#### [Exercise]
Please reproduce the entries exactly, skipping each picture.
[Data under study — start]
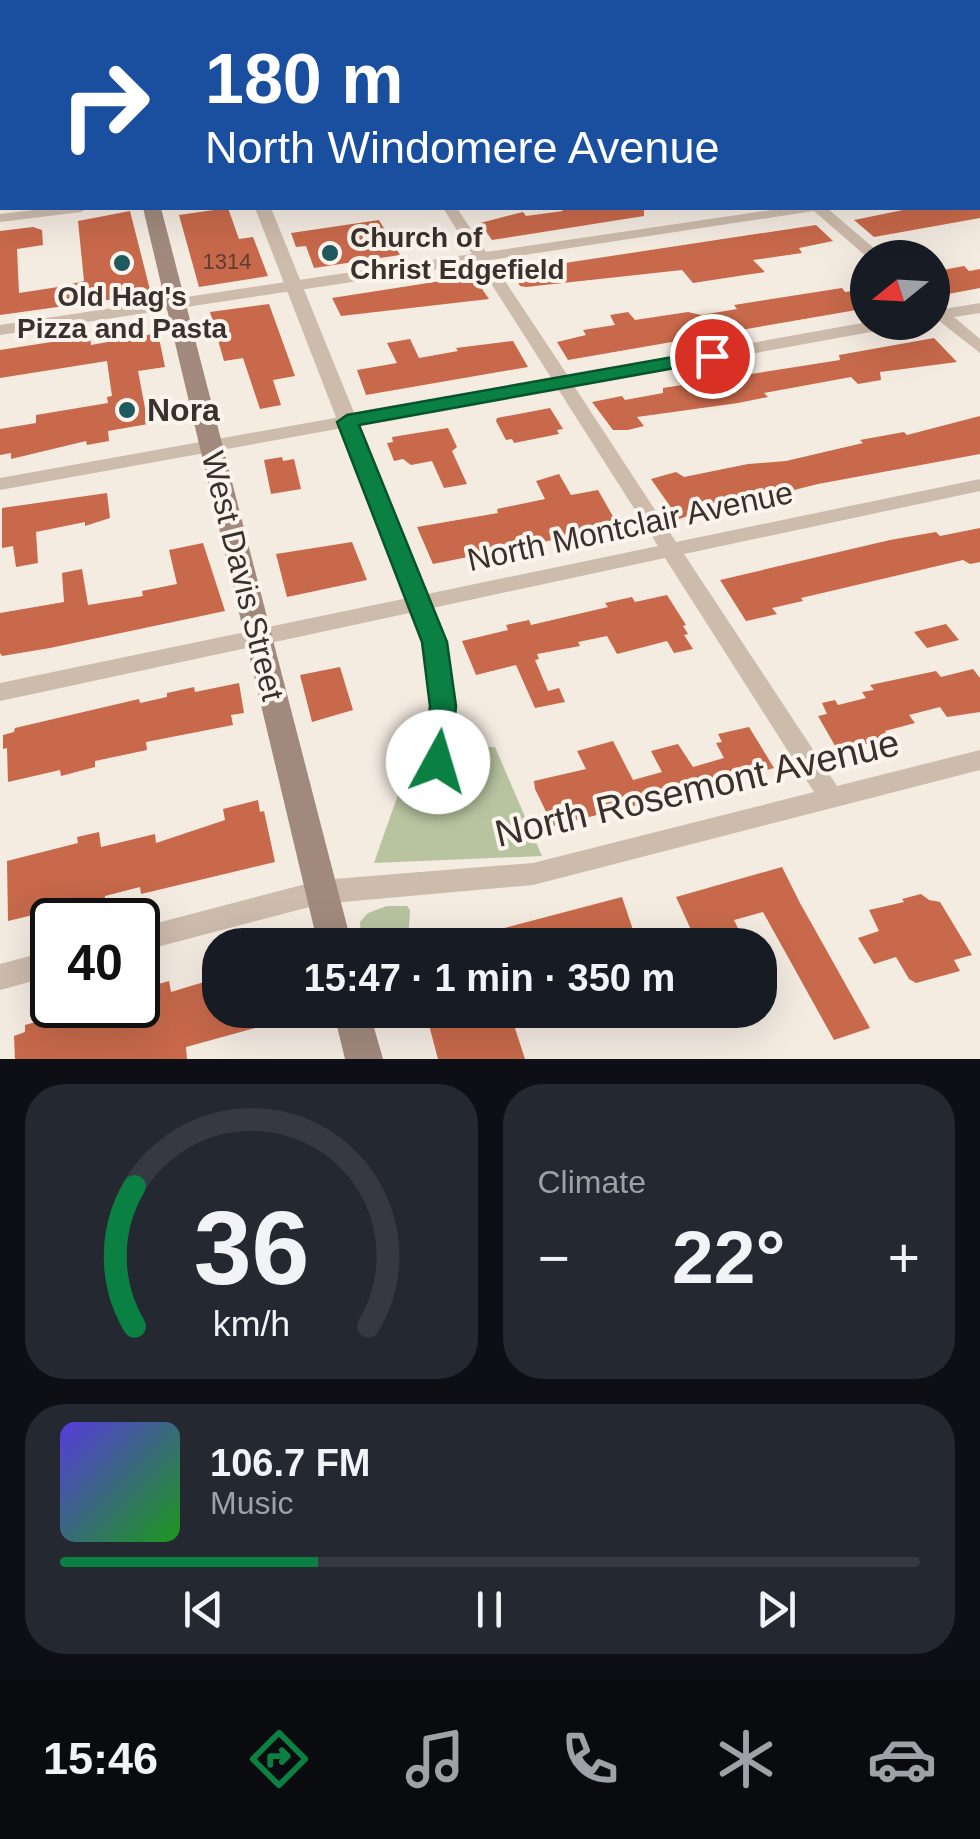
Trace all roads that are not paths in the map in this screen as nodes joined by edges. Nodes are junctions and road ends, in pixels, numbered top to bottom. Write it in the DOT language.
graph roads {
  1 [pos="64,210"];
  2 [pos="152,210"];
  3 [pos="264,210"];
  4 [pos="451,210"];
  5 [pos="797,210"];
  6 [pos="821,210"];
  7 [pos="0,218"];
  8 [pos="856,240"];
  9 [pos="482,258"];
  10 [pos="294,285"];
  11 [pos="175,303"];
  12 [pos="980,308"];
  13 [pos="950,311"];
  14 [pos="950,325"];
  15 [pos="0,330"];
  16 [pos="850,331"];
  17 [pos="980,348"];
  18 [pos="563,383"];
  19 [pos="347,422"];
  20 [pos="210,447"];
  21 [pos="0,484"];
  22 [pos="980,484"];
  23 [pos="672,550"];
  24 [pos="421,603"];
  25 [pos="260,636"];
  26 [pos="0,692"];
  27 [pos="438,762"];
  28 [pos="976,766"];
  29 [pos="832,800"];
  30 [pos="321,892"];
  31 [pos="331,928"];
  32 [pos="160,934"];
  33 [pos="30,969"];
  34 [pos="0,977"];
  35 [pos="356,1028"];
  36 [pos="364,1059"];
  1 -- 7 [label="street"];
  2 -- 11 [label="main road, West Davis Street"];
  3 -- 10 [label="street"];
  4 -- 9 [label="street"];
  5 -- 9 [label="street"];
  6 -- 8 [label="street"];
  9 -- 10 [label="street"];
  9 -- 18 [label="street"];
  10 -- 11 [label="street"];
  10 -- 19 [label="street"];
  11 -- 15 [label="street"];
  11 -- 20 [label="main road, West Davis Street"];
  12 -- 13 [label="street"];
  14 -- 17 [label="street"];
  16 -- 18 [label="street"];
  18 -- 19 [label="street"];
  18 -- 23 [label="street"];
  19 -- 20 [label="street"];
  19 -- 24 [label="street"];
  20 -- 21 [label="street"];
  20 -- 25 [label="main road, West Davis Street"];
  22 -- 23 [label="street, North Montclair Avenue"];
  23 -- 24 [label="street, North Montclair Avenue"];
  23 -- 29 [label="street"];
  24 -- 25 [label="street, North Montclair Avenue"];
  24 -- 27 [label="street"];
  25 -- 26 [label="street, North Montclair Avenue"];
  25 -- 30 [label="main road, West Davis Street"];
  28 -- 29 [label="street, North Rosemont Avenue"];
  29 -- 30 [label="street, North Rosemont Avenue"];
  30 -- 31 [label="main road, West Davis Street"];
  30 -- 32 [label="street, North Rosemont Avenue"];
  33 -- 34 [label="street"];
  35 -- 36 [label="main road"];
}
[Data under study — finish]
#### [Exercise answer]
Trace all roads that are not paths in the map in this screen as nodes joined by edges. Nodes are junctions and road ends, in pixels, numbered top to bottom. Write it in the DOT language.
graph roads {
  1 [pos="64,210"];
  2 [pos="152,210"];
  3 [pos="264,210"];
  4 [pos="451,210"];
  5 [pos="797,210"];
  6 [pos="821,210"];
  7 [pos="0,218"];
  8 [pos="856,240"];
  9 [pos="482,258"];
  10 [pos="294,285"];
  11 [pos="175,303"];
  12 [pos="980,308"];
  13 [pos="950,311"];
  14 [pos="950,325"];
  15 [pos="0,330"];
  16 [pos="850,331"];
  17 [pos="980,348"];
  18 [pos="563,383"];
  19 [pos="347,422"];
  20 [pos="210,447"];
  21 [pos="0,484"];
  22 [pos="980,484"];
  23 [pos="672,550"];
  24 [pos="421,603"];
  25 [pos="260,636"];
  26 [pos="0,692"];
  27 [pos="438,762"];
  28 [pos="976,766"];
  29 [pos="832,800"];
  30 [pos="321,892"];
  31 [pos="331,928"];
  32 [pos="160,934"];
  33 [pos="30,969"];
  34 [pos="0,977"];
  35 [pos="356,1028"];
  36 [pos="364,1059"];
  1 -- 7 [label="street"];
  2 -- 11 [label="main road, West Davis Street"];
  3 -- 10 [label="street"];
  4 -- 9 [label="street"];
  5 -- 9 [label="street"];
  6 -- 8 [label="street"];
  9 -- 10 [label="street"];
  9 -- 18 [label="street"];
  10 -- 11 [label="street"];
  10 -- 19 [label="street"];
  11 -- 15 [label="street"];
  11 -- 20 [label="main road, West Davis Street"];
  12 -- 13 [label="street"];
  14 -- 17 [label="street"];
  16 -- 18 [label="street"];
  18 -- 19 [label="street"];
  18 -- 23 [label="street"];
  19 -- 20 [label="street"];
  19 -- 24 [label="street"];
  20 -- 21 [label="street"];
  20 -- 25 [label="main road, West Davis Street"];
  22 -- 23 [label="street, North Montclair Avenue"];
  23 -- 24 [label="street, North Montclair Avenue"];
  23 -- 29 [label="street"];
  24 -- 25 [label="street, North Montclair Avenue"];
  24 -- 27 [label="street"];
  25 -- 26 [label="street, North Montclair Avenue"];
  25 -- 30 [label="main road, West Davis Street"];
  28 -- 29 [label="street, North Rosemont Avenue"];
  29 -- 30 [label="street, North Rosemont Avenue"];
  30 -- 31 [label="main road, West Davis Street"];
  30 -- 32 [label="street, North Rosemont Avenue"];
  33 -- 34 [label="street"];
  35 -- 36 [label="main road"];
}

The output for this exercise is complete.